TASK DETAILS - Among the records below, count the lines where "shape" occurs, and report that total alone.

STORED DATA -
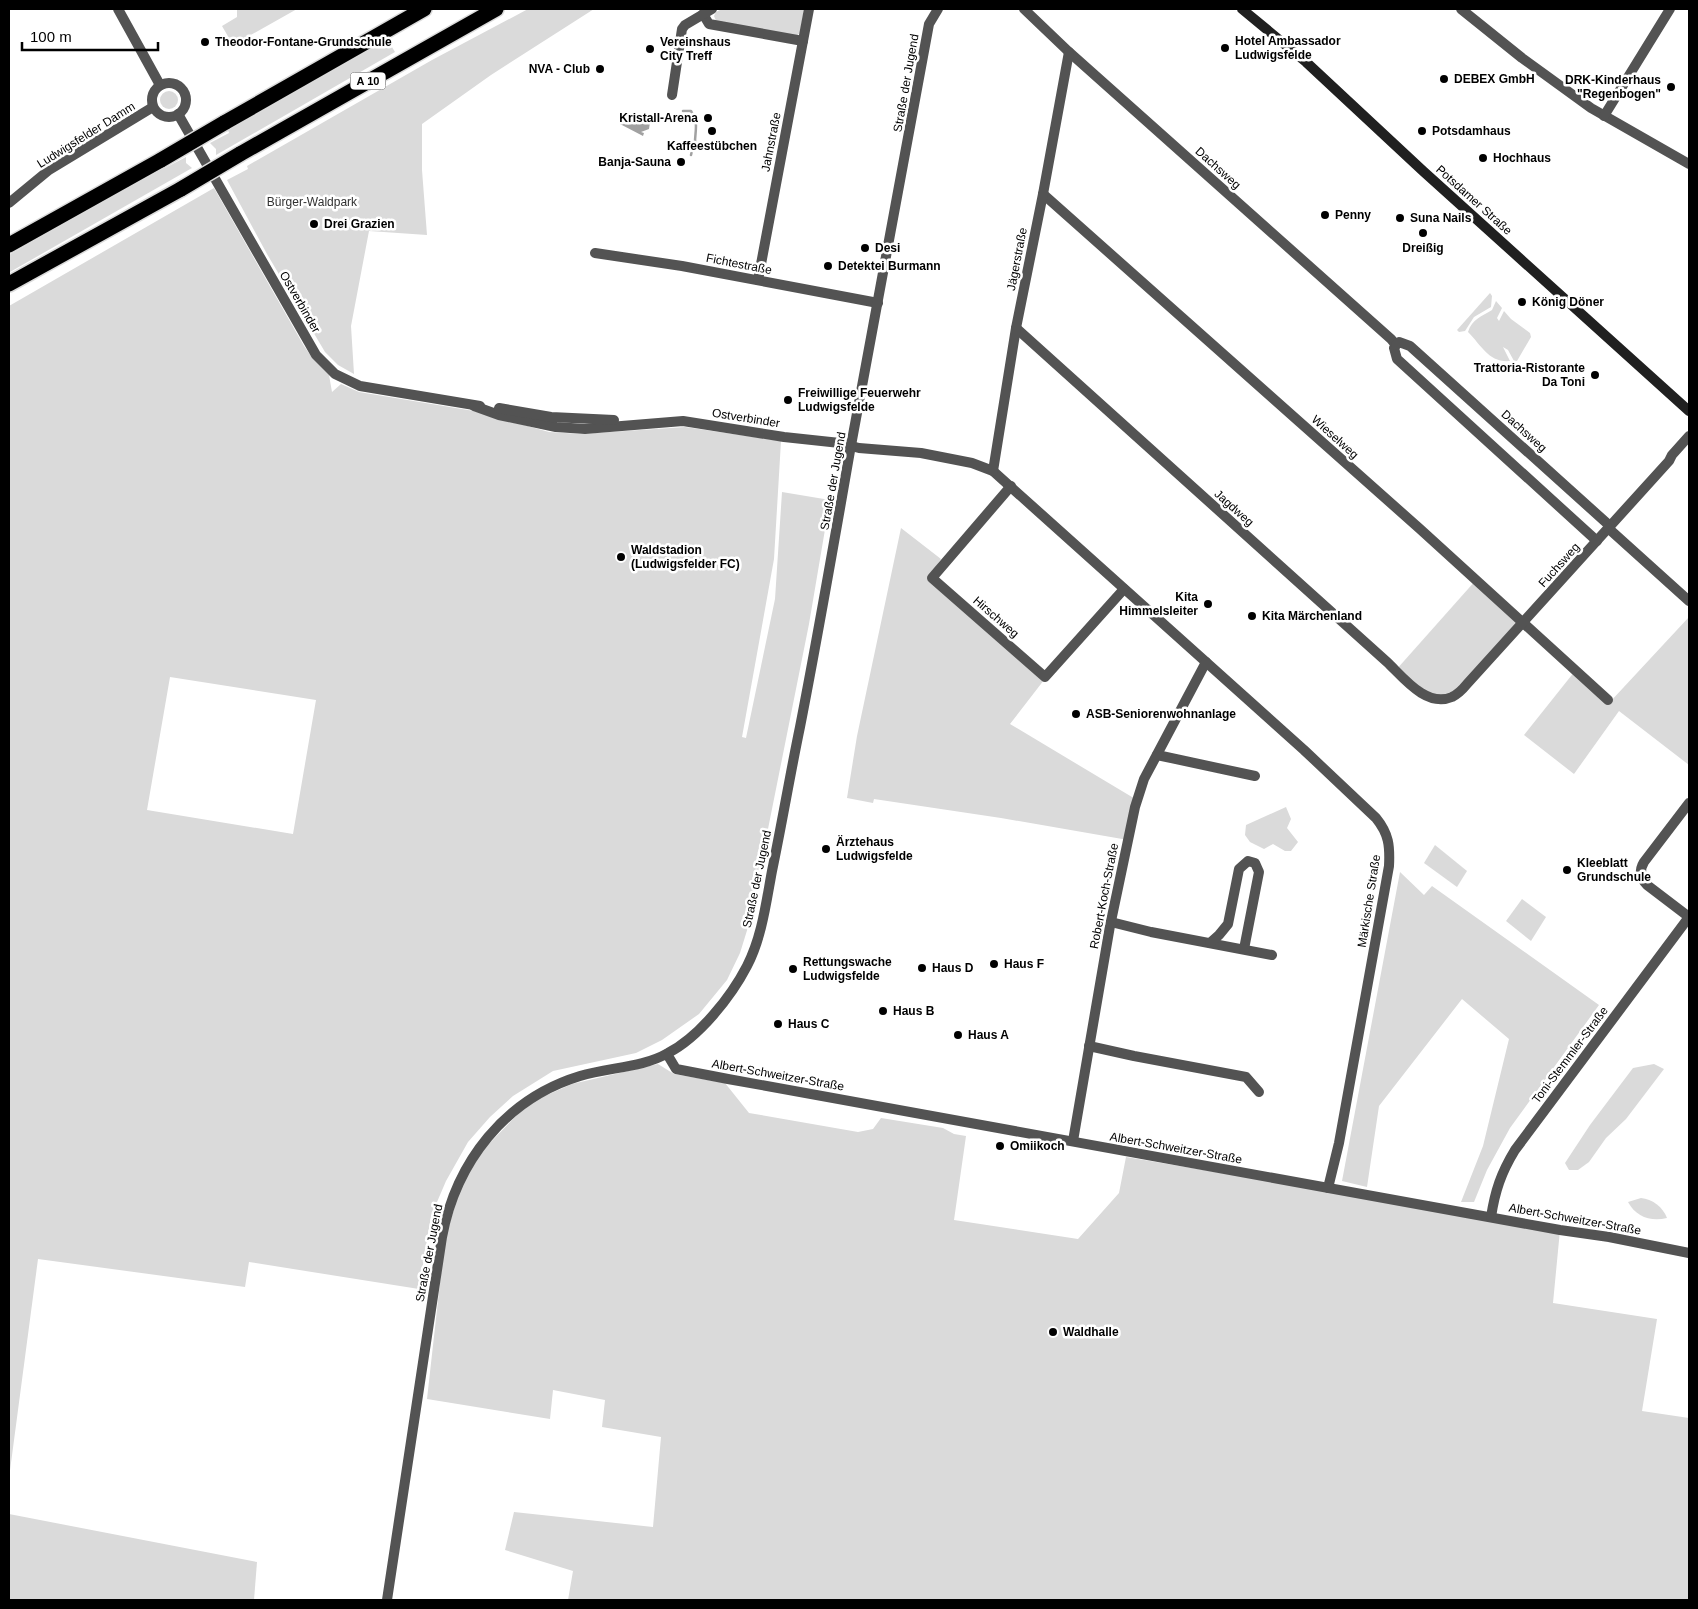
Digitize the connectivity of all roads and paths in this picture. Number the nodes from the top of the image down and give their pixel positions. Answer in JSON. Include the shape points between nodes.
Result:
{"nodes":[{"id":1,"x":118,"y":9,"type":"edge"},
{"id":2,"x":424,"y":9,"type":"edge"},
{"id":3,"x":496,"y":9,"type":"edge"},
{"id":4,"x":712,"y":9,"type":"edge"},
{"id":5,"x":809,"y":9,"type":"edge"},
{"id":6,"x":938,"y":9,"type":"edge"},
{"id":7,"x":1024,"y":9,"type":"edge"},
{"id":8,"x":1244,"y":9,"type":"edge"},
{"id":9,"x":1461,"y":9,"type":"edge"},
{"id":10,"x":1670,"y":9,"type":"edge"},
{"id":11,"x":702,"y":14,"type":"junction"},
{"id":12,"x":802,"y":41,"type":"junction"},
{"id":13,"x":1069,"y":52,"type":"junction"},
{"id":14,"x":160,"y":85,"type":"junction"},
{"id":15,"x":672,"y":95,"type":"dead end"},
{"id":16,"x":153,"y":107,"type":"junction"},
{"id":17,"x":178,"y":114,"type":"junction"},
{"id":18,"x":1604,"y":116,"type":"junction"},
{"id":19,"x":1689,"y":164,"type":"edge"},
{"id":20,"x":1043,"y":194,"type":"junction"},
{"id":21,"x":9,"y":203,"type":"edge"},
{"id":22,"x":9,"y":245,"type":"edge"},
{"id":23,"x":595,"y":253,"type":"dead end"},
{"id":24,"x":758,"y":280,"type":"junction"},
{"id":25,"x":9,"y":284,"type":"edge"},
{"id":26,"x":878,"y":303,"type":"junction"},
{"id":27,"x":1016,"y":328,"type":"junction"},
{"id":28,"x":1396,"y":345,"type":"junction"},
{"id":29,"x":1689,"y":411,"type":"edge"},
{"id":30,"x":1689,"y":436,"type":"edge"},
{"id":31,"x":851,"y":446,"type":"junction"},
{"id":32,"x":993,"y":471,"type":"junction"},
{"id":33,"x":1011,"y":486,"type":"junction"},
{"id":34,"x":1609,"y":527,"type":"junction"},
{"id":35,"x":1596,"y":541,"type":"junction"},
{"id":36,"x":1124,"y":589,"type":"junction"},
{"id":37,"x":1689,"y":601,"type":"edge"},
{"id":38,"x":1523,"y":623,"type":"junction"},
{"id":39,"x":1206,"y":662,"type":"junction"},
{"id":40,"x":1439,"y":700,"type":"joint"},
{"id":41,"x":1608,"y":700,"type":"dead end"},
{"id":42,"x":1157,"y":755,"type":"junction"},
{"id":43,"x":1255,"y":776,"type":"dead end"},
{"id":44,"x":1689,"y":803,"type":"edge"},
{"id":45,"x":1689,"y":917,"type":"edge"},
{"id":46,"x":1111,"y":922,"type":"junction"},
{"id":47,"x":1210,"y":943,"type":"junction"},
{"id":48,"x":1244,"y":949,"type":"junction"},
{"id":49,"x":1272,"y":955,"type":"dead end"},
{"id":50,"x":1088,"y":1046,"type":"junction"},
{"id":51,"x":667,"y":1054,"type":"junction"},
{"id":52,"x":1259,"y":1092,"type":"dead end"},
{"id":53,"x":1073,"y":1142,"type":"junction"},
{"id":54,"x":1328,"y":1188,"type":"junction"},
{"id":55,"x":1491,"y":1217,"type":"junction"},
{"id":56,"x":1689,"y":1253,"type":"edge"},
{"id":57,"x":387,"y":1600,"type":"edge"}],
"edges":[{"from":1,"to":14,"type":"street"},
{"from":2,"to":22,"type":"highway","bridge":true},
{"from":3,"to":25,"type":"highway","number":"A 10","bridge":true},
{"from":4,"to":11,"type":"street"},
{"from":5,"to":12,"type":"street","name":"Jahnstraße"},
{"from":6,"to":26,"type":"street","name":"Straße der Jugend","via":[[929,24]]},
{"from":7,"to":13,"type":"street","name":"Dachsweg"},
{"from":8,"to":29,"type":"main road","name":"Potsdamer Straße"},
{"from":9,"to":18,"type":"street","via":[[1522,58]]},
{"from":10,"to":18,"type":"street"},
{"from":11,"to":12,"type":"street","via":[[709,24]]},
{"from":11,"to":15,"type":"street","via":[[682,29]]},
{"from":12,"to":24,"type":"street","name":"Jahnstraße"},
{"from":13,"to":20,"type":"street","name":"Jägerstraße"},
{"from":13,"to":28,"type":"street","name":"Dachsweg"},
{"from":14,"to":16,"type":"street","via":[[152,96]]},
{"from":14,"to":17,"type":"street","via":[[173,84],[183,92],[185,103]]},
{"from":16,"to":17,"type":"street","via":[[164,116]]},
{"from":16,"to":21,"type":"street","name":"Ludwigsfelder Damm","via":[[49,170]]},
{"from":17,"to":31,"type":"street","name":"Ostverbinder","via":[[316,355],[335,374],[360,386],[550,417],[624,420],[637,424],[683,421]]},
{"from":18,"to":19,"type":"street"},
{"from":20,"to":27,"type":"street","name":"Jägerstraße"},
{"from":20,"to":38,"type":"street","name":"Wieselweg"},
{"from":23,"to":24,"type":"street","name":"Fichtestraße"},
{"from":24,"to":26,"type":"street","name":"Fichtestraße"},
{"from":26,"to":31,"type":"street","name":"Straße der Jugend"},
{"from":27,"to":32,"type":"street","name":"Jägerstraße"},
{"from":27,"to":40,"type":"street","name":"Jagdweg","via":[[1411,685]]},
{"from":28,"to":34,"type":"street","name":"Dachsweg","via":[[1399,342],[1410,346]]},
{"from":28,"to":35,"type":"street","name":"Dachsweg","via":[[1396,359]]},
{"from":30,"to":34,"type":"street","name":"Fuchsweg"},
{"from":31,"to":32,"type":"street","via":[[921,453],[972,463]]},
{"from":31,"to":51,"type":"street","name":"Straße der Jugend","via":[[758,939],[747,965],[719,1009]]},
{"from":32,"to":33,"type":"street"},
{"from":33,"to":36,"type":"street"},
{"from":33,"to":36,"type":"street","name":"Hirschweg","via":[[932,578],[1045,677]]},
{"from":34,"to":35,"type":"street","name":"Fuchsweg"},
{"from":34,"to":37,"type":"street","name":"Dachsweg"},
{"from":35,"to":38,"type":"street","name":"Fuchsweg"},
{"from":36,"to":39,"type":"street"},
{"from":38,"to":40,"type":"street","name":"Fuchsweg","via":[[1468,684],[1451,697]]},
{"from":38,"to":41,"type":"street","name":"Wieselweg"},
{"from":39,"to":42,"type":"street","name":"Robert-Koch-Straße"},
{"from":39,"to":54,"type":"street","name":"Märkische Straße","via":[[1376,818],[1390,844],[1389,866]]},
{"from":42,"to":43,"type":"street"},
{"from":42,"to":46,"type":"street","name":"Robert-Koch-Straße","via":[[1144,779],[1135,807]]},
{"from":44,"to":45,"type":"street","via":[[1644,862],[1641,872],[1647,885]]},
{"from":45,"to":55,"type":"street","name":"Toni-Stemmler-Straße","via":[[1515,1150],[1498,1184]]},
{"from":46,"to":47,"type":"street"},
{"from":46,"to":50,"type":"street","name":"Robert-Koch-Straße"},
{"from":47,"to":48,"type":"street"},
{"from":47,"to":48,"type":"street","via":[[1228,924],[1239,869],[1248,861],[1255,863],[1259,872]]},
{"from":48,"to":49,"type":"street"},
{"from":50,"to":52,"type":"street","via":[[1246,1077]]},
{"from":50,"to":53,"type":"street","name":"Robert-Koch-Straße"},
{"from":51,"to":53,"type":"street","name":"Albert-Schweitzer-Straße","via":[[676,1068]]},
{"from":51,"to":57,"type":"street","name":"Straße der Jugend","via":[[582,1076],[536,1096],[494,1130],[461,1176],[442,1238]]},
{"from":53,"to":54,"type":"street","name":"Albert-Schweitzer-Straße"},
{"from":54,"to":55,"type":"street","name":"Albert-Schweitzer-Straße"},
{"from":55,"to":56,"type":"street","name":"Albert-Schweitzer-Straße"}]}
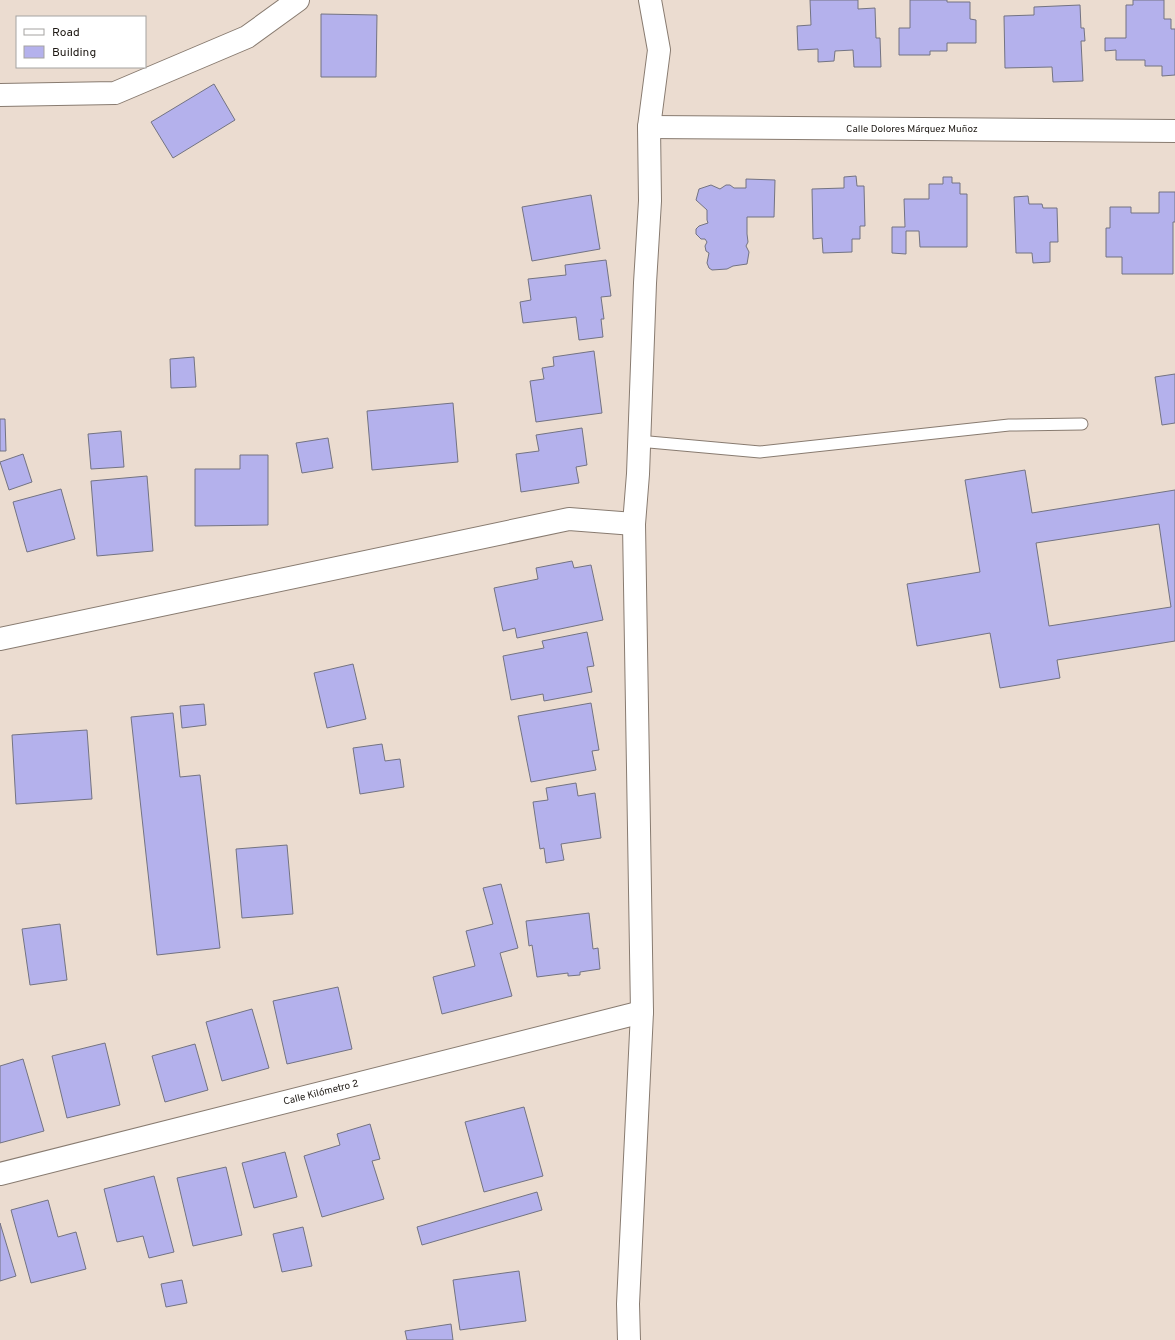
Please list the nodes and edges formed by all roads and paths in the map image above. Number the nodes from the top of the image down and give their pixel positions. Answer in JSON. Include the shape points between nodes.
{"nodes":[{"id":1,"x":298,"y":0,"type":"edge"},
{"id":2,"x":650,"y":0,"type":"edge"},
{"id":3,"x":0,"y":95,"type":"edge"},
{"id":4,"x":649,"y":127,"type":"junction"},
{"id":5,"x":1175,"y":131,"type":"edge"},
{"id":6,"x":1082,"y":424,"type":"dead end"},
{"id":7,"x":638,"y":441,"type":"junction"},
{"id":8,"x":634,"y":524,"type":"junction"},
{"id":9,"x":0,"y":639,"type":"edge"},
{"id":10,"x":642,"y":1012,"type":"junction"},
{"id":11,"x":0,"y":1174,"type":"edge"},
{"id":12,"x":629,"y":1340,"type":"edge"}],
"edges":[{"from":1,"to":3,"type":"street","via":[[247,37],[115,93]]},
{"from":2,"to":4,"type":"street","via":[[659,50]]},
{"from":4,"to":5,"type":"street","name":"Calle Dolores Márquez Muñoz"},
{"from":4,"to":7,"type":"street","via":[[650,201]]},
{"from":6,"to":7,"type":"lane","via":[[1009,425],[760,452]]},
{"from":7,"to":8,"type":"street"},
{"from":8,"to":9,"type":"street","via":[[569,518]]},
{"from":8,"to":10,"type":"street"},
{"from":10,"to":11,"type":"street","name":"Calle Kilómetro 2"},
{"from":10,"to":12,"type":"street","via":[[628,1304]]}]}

ANSWER BOX - 2